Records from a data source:
::::::::::

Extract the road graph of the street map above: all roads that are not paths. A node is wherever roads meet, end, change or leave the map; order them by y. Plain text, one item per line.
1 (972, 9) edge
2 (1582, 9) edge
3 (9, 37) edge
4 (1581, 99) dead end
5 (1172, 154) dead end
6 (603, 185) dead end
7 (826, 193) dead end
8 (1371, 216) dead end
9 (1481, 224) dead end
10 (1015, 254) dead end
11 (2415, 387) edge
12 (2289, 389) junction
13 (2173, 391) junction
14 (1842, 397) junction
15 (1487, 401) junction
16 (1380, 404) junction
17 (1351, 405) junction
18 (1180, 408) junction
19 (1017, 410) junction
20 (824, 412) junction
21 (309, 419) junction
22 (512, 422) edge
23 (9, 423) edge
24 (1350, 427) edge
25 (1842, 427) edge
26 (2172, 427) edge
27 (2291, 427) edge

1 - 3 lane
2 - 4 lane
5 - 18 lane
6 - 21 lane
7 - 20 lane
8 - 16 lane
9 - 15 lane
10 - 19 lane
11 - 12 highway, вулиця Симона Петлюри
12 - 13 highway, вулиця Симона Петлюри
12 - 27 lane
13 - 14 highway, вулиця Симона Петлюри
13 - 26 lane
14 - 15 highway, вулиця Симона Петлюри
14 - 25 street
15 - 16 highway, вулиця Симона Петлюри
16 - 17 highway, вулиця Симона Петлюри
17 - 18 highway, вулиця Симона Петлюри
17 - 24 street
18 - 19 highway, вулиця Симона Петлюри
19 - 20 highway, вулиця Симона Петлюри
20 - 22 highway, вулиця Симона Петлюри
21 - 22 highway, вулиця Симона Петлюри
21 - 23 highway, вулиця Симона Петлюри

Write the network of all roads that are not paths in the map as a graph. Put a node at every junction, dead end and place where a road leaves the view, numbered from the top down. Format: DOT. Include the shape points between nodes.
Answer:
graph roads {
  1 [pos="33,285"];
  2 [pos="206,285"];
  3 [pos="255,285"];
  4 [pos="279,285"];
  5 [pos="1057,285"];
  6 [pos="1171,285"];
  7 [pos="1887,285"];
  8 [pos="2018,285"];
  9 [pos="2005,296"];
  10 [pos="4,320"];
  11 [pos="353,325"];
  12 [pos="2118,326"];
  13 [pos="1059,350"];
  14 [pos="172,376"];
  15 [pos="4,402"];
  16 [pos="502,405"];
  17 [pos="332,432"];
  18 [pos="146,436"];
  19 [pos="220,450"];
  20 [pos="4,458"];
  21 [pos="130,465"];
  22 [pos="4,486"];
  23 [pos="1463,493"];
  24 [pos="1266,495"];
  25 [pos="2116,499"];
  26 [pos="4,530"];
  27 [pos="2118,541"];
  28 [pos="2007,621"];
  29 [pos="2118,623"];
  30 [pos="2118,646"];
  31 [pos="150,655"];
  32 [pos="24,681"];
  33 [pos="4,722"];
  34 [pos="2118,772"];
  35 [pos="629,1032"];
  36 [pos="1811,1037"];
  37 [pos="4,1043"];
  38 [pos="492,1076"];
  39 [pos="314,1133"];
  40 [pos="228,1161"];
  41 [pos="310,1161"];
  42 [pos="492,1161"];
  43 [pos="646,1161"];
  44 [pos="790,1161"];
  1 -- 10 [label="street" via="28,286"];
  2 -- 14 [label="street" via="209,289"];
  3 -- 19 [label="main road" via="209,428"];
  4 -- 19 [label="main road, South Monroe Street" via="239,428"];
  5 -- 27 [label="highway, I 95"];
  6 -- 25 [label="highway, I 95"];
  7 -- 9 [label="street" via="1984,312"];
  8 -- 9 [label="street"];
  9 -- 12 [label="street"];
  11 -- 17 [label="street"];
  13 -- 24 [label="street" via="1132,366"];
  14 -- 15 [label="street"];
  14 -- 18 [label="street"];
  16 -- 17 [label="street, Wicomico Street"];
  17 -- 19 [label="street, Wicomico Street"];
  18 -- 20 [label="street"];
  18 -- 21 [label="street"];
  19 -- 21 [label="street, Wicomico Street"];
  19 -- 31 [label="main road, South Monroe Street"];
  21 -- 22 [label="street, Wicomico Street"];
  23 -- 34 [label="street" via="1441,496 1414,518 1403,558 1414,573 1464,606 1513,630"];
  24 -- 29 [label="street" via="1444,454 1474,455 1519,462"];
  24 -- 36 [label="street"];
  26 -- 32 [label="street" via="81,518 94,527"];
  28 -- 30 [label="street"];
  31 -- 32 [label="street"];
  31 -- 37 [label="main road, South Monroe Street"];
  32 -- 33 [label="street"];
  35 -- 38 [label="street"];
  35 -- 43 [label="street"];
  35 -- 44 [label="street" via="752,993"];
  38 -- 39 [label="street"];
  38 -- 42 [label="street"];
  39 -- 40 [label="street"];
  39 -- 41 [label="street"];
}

::::::::::

Returned text must match every record word for word.

Extract the road graph of the street map above: all roads that are not paths. A node is wherever roads meet, end, change or leave the map; order them by y. Plain text, one item per line.
1 (972, 9) edge
2 (1582, 9) edge
3 (9, 37) edge
4 (1581, 99) dead end
5 (1172, 154) dead end
6 (603, 185) dead end
7 (826, 193) dead end
8 (1371, 216) dead end
9 (1481, 224) dead end
10 (1015, 254) dead end
11 (2415, 387) edge
12 (2289, 389) junction
13 (2173, 391) junction
14 (1842, 397) junction
15 (1487, 401) junction
16 (1380, 404) junction
17 (1351, 405) junction
18 (1180, 408) junction
19 (1017, 410) junction
20 (824, 412) junction
21 (309, 419) junction
22 (512, 422) edge
23 (9, 423) edge
24 (1350, 427) edge
25 (1842, 427) edge
26 (2172, 427) edge
27 (2291, 427) edge

1 - 3 lane
2 - 4 lane
5 - 18 lane
6 - 21 lane
7 - 20 lane
8 - 16 lane
9 - 15 lane
10 - 19 lane
11 - 12 highway, вулиця Симона Петлюри
12 - 13 highway, вулиця Симона Петлюри
12 - 27 lane
13 - 14 highway, вулиця Симона Петлюри
13 - 26 lane
14 - 15 highway, вулиця Симона Петлюри
14 - 25 street
15 - 16 highway, вулиця Симона Петлюри
16 - 17 highway, вулиця Симона Петлюри
17 - 18 highway, вулиця Симона Петлюри
17 - 24 street
18 - 19 highway, вулиця Симона Петлюри
19 - 20 highway, вулиця Симона Петлюри
20 - 22 highway, вулиця Симона Петлюри
21 - 22 highway, вулиця Симона Петлюри
21 - 23 highway, вулиця Симона Петлюри

Write the network of all roads that are not paths in the map as a graph. Put a node at every junction, dead end and place where a road leaves the view, numbered from the top down. Format: DOT. Include the shape points between nodes.
Answer:
graph roads {
  1 [pos="33,285"];
  2 [pos="206,285"];
  3 [pos="255,285"];
  4 [pos="279,285"];
  5 [pos="1057,285"];
  6 [pos="1171,285"];
  7 [pos="1887,285"];
  8 [pos="2018,285"];
  9 [pos="2005,296"];
  10 [pos="4,320"];
  11 [pos="353,325"];
  12 [pos="2118,326"];
  13 [pos="1059,350"];
  14 [pos="172,376"];
  15 [pos="4,402"];
  16 [pos="502,405"];
  17 [pos="332,432"];
  18 [pos="146,436"];
  19 [pos="220,450"];
  20 [pos="4,458"];
  21 [pos="130,465"];
  22 [pos="4,486"];
  23 [pos="1463,493"];
  24 [pos="1266,495"];
  25 [pos="2116,499"];
  26 [pos="4,530"];
  27 [pos="2118,541"];
  28 [pos="2007,621"];
  29 [pos="2118,623"];
  30 [pos="2118,646"];
  31 [pos="150,655"];
  32 [pos="24,681"];
  33 [pos="4,722"];
  34 [pos="2118,772"];
  35 [pos="629,1032"];
  36 [pos="1811,1037"];
  37 [pos="4,1043"];
  38 [pos="492,1076"];
  39 [pos="314,1133"];
  40 [pos="228,1161"];
  41 [pos="310,1161"];
  42 [pos="492,1161"];
  43 [pos="646,1161"];
  44 [pos="790,1161"];
  1 -- 10 [label="street" via="28,286"];
  2 -- 14 [label="street" via="209,289"];
  3 -- 19 [label="main road" via="209,428"];
  4 -- 19 [label="main road, South Monroe Street" via="239,428"];
  5 -- 27 [label="highway, I 95"];
  6 -- 25 [label="highway, I 95"];
  7 -- 9 [label="street" via="1984,312"];
  8 -- 9 [label="street"];
  9 -- 12 [label="street"];
  11 -- 17 [label="street"];
  13 -- 24 [label="street" via="1132,366"];
  14 -- 15 [label="street"];
  14 -- 18 [label="street"];
  16 -- 17 [label="street, Wicomico Street"];
  17 -- 19 [label="street, Wicomico Street"];
  18 -- 20 [label="street"];
  18 -- 21 [label="street"];
  19 -- 21 [label="street, Wicomico Street"];
  19 -- 31 [label="main road, South Monroe Street"];
  21 -- 22 [label="street, Wicomico Street"];
  23 -- 34 [label="street" via="1441,496 1414,518 1403,558 1414,573 1464,606 1513,630"];
  24 -- 29 [label="street" via="1444,454 1474,455 1519,462"];
  24 -- 36 [label="street"];
  26 -- 32 [label="street" via="81,518 94,527"];
  28 -- 30 [label="street"];
  31 -- 32 [label="street"];
  31 -- 37 [label="main road, South Monroe Street"];
  32 -- 33 [label="street"];
  35 -- 38 [label="street"];
  35 -- 43 [label="street"];
  35 -- 44 [label="street" via="752,993"];
  38 -- 39 [label="street"];
  38 -- 42 [label="street"];
  39 -- 40 [label="street"];
  39 -- 41 [label="street"];
}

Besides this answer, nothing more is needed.